Dari Kriminal ke Jihad

Maret 2012, polisi menembak mati lima perampok money changer di Bali. Belakangan terungkap bahwa perampokan itu dilakukan untuk mengumpulkan dana untuk membiayai serangan teroris. Salah satu diantara mereka yang ditembak mati adalah Hilman Jayakusuma. Menurut Solahudin, Hilman adalah bekas narapidana pengedar narkoba yang pernah berada di penjara yang sama dengan gembong teroris bom Bali Imam Samudera. Di dalam penjara, Imam Samudera mendidik Hilman menjadi seorang jihadi.

Selepas penjara, Hilman bahkan berhasil merekrut tiga orang sesama penjahat lainnya yang ia temui di dalam penjara untuk bersama-sama melakukan perampokan untuk mengumpulkan dana jihad.

Imam Samudra
Imam SamuderaFoto: AP

Lebih mengejutkan lagi adalah kasus Muhamad Agung Prabowo yang di internet terkenal dengan nama Max Fiderman. Ia adalah hacker yang cukup terkenal di Indonesia yang menurut catatan polisi pernah membobol Bank of America. Selain hacking, di dunia maya Max Fiderman aktif berdiskusi soal Islam melalui Internet Relay Chat IRC. Di ruang chat itu, ia bertemu dan sering berdiskusi dengan seseorang yang belakangan ia ketahui sebagai Imam Samudera, gembong teroris yang sedang dipenjara karena bom Bali.

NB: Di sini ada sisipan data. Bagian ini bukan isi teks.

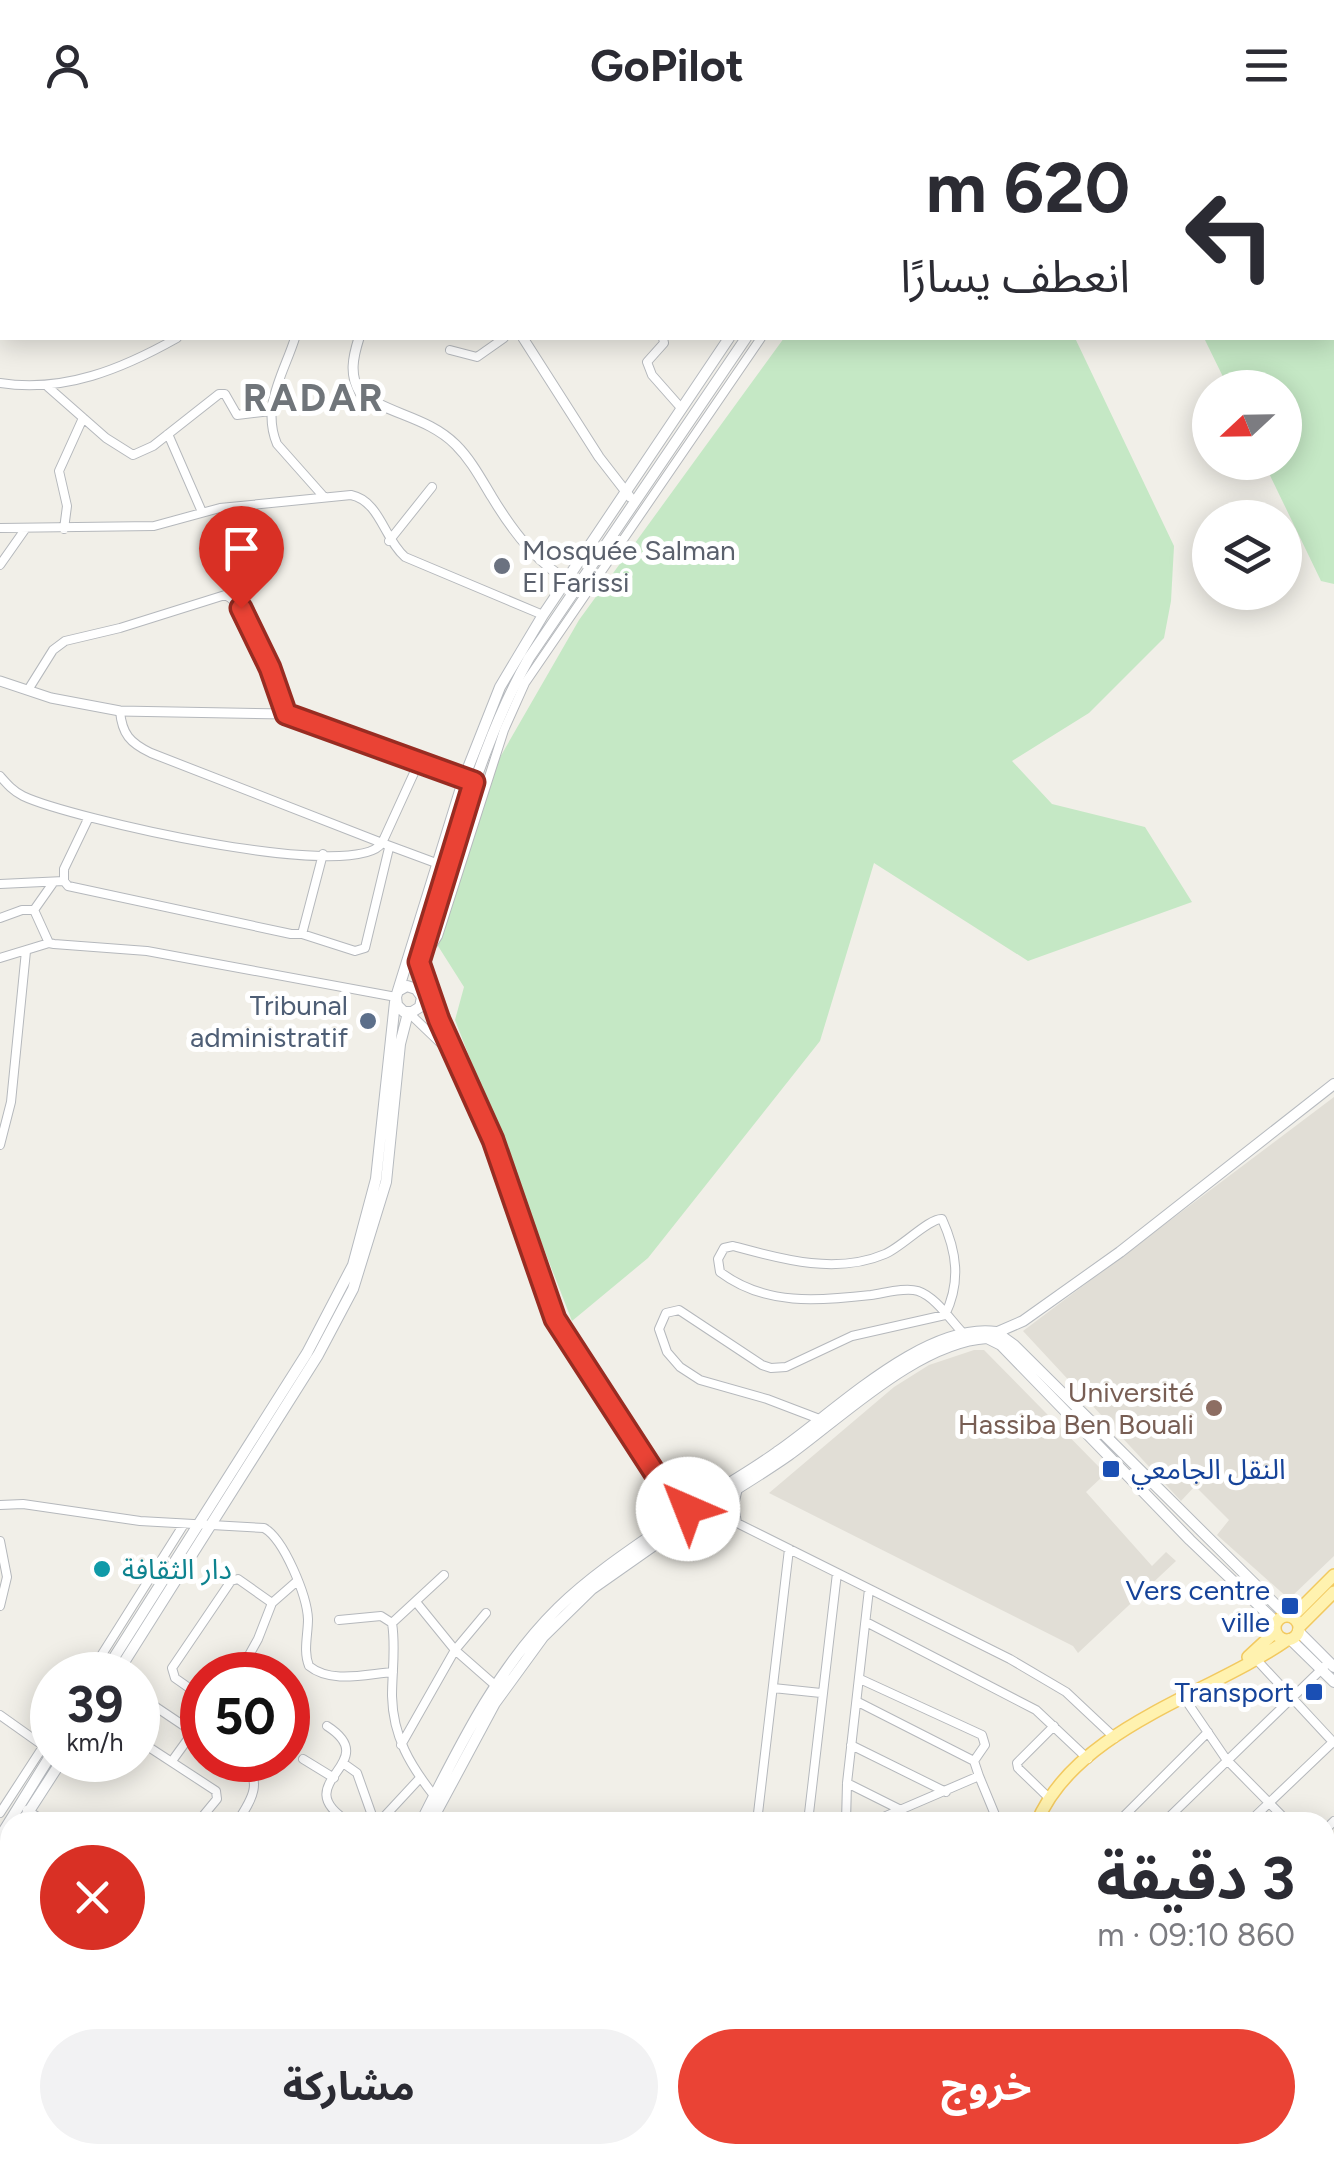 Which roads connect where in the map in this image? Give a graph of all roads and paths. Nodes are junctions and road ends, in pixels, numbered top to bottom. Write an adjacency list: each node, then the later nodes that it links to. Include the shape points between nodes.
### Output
1 (173, 340): 12 (street, via 77,382)
2 (294, 340): 14 (street)
3 (358, 340): 26 (street, via 353,362 360,393 448,437 524,545)
4 (501, 340): 10 (street, via 477,357)
5 (524, 340): 19 (street)
6 (663, 340): 13 (street, via 647,362 649,371)
7 (729, 340): 13 (main road)
8 (745, 340): 19 (main road)
9 (758, 340): 19 (street)
10 (450, 350)
11 (0, 384): 12 (street)
12 (48, 387): 15 (street)
13 (682, 409): 19 (main road)
14 (272, 410): 16 (street, via 238,415 219,394); 18 (street, via 275,442)
15 (83, 418): 16 (street, via 132,455); 23 (street, via 59,472)
16 (168, 434): 20 (street)
17 (432, 488): 24 (street)
18 (324, 497): 20 (street); 24 (street, via 363,498)
19 (634, 501): 26 (main road); 48 (street, via 525,684 438,936)
20 (202, 512): 23 (street, via 154,526)
21 (0, 528): 22 (street)
22 (26, 528): 23 (street); 25 (street)
23 (64, 529)
24 (389, 540): 27 (street, via 428,570)
25 (0, 565)
26 (572, 583): 27 (main road); 34 (main road)
27 (544, 615): 34 (main road, via 500,688)
28 (0, 681): 29 (street)
29 (28, 690): 30 (street); 31 (street, via 65,641 225,595 247,619)
30 (120, 711): 31 (street); 38 (street, via 130,741 150,753)
31 (286, 714): 32 (street)
32 (419, 762): 34 (street); 38 (street)
33 (0, 776): 35 (street)
34 (469, 780): 40 (main road); 48 (main road)
35 (13, 791): 36 (street); 37 (street)
36 (0, 794)
37 (88, 818): 39 (street, via 238,849); 41 (street)
38 (386, 846): 39 (street, via 364,855); 40 (street); 46 (street, via 365,948 355,951)
39 (322, 854): 46 (street)
40 (436, 864): 53 (main road)
41 (64, 881): 42 (street); 46 (street, via 78,890)
42 (53, 883): 43 (street); 44 (street)
43 (0, 884)
44 (34, 910): 45 (street); 47 (street)
45 (0, 918)
46 (302, 934)
47 (49, 942): 49 (street); 53 (street, via 146,951)
48 (421, 949): 51 (main road)
49 (26, 951): 50 (street); 58 (street, via 12,1102)
50 (0, 958)
51 (419, 962): 52 (main road); 55 (main road)
52 (420, 994): 53 (main road, via 406,986); 54 (main road, via 420,1006); 55 (street)
53 (396, 996): 54 (main road, via 398,1008); 59 (main road, via 376,1179)
54 (408, 1012): 56 (street); 59 (main road, via 386,1182)
55 (439, 1020): 56 (street)
56 (458, 1060): 67 (street, via 555,1319 658,1478)
57 (1334, 1084): 61 (main road, via 1089,1274 1023,1321)
58 (1, 1140)
59 (348, 1289): 70 (main road); 71 (main road, via 318,1355)
60 (944, 1315): 60 (street, via 915,1290 834,1299 768,1296 728,1278 718,1259 733,1246 798,1263 864,1261 898,1248 939,1218 957,1267 954,1298); 62 (street); 63 (street, via 852,1336 778,1368 762,1365 679,1310 663,1316 659,1329 668,1352 692,1376)
61 (991, 1335): 62 (main road); 88 (main road, via 1190,1540)
62 (966, 1338): 63 (main road, via 920,1351)
63 (826, 1422): 64 (main road)
64 (777, 1458): 65 (main road); 67 (main road)
65 (738, 1488): 67 (main road); 68 (street)
66 (0, 1505): 69 (street)
67 (696, 1508): 68 (street); 78 (main road)
68 (737, 1522): 73 (street)
69 (184, 1524): 70 (street); 90 (street)
70 (198, 1524): 71 (street); 91 (main road)
71 (212, 1524): 77 (street, via 274,1533); 92 (main road)
72 (0, 1541): 83 (street, via 7,1578)
73 (789, 1549): 74 (street); 104 (street)
74 (837, 1572): 79 (street); 105 (street)
75 (1334, 1574): 88 (main road)
76 (444, 1575): 81 (street)
77 (296, 1582): 82 (street); 99 (street, via 308,1614 306,1662 312,1670 332,1677)
78 (589, 1586): 103 (main road, via 537,1631); 136 (main road, via 510,1680)
79 (869, 1589): 86 (street); 114 (street, via 1054,1685)
80 (1334, 1592): 88 (main road)
81 (416, 1602): 87 (street); 89 (street)
82 (272, 1603): 93 (street, via 238,1579 231,1581); 94 (street)
83 (0, 1606)
84 (486, 1612): 89 (street)
85 (339, 1620): 87 (street, via 381,1616)
86 (866, 1622): 100 (street); 111 (street, via 1022,1702)
87 (392, 1623): 99 (street)
88 (1288, 1628): 96 (main road); 97 (main road); 98 (main road)
89 (455, 1650): 103 (street); 116 (street)
90 (103, 1652)
91 (117, 1652)
92 (131, 1652)
93 (183, 1652)
94 (250, 1652)
95 (180, 1656): 101 (street, via 172,1668)
96 (1255, 1658): 97 (main road); 107 (street)
97 (1238, 1667): 106 (main road)
98 (1328, 1667): 102 (main road); 107 (street)
99 (393, 1672): 116 (street)
100 (860, 1679): 108 (street); 123 (street, via 982,1736 985,1745)
101 (180, 1682)
102 (1334, 1682)
103 (496, 1686): 136 (main road)
104 (773, 1688): 105 (street); 151 (street)
105 (821, 1693): 152 (street)
106 (1183, 1696): 112 (street); 114 (main road)
107 (1293, 1698): 115 (street); 121 (street)
108 (858, 1702): 117 (street); 123 (street)
109 (0, 1715): 113 (street)
110 (328, 1726): 125 (street, via 344,1736)
111 (1054, 1726): 120 (street); 135 (street, via 1017,1766)
112 (1208, 1732): 121 (street); 157 (street)
113 (30, 1737)
114 (1115, 1738): 120 (main road)
115 (1333, 1742): 137 (street)
116 (401, 1745): 129 (street)
117 (852, 1745): 133 (street); 134 (street)
118 (180, 1750): 122 (street)
119 (160, 1754): 122 (street)
120 (1088, 1759): 135 (main road)
121 (1226, 1760): 137 (street); 158 (street)
122 (172, 1761): 144 (street, via 218,1796)
123 (974, 1761): 127 (street)
124 (310, 1763): 128 (street)
125 (344, 1763): 128 (street); 147 (street, via 358,1773)
126 (30, 1776): 140 (street)
127 (980, 1776): 134 (street); 155 (street)
128 (334, 1778): 146 (street, via 325,1792)
129 (420, 1778): 136 (street); 148 (street)
130 (36, 1782): 138 (main road)
131 (46, 1782): 138 (main road)
132 (255, 1782): 145 (street)
133 (847, 1783): 139 (street); 153 (street)
134 (946, 1792): 139 (street)
135 (1049, 1798): 156 (main road)
136 (438, 1800): 149 (main road); 150 (main road)
137 (1270, 1803): 159 (street); 160 (street)
138 (24, 1808): 141 (main road); 142 (main road); 143 (street)
139 (901, 1810): 154 (street)
140 (1, 1812)
141 (21, 1812)
142 (23, 1812)
143 (30, 1812)
144 (206, 1812)
145 (243, 1812)
146 (333, 1812)
147 (374, 1812)
148 (387, 1812)
149 (429, 1812)
150 (434, 1812)
151 (758, 1812)
152 (809, 1812)
153 (846, 1812)
154 (896, 1812)
155 (994, 1812)
156 (1042, 1812)
157 (1128, 1812)
158 (1174, 1812)
159 (1261, 1812)
160 (1279, 1812)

Melalui chat dari balik sel, Imam Samudera berhasil merekrut Max Fiderman dan membujuk hacker itu membantu membuat website yang berisi ajakan jihad dan cara membuat bom. Dalam proses pengadilan terungkap, website itu dipesan oleh Max Fiderman dengan menggunakan uang hasil carding atau pembobolan kartu kredit melalui internet.

Penjara Saja Tak Cukup

Menurut pakar teroris Solahudin, lemahnya pengawasan di dalam penjara dan tidak adanya orientasi yang jelas tentang penanganan para teroris selama di dalam maupun selepas dari penjara membuat program deradikalisasi gagal. Hukuman saja terbukti tidak cukup. Penjara tidak membuat para jihadi berubah. Dalam banyak kasus, penjara bahkan menjadi tempat berkembang biaknya ideologi terorisme.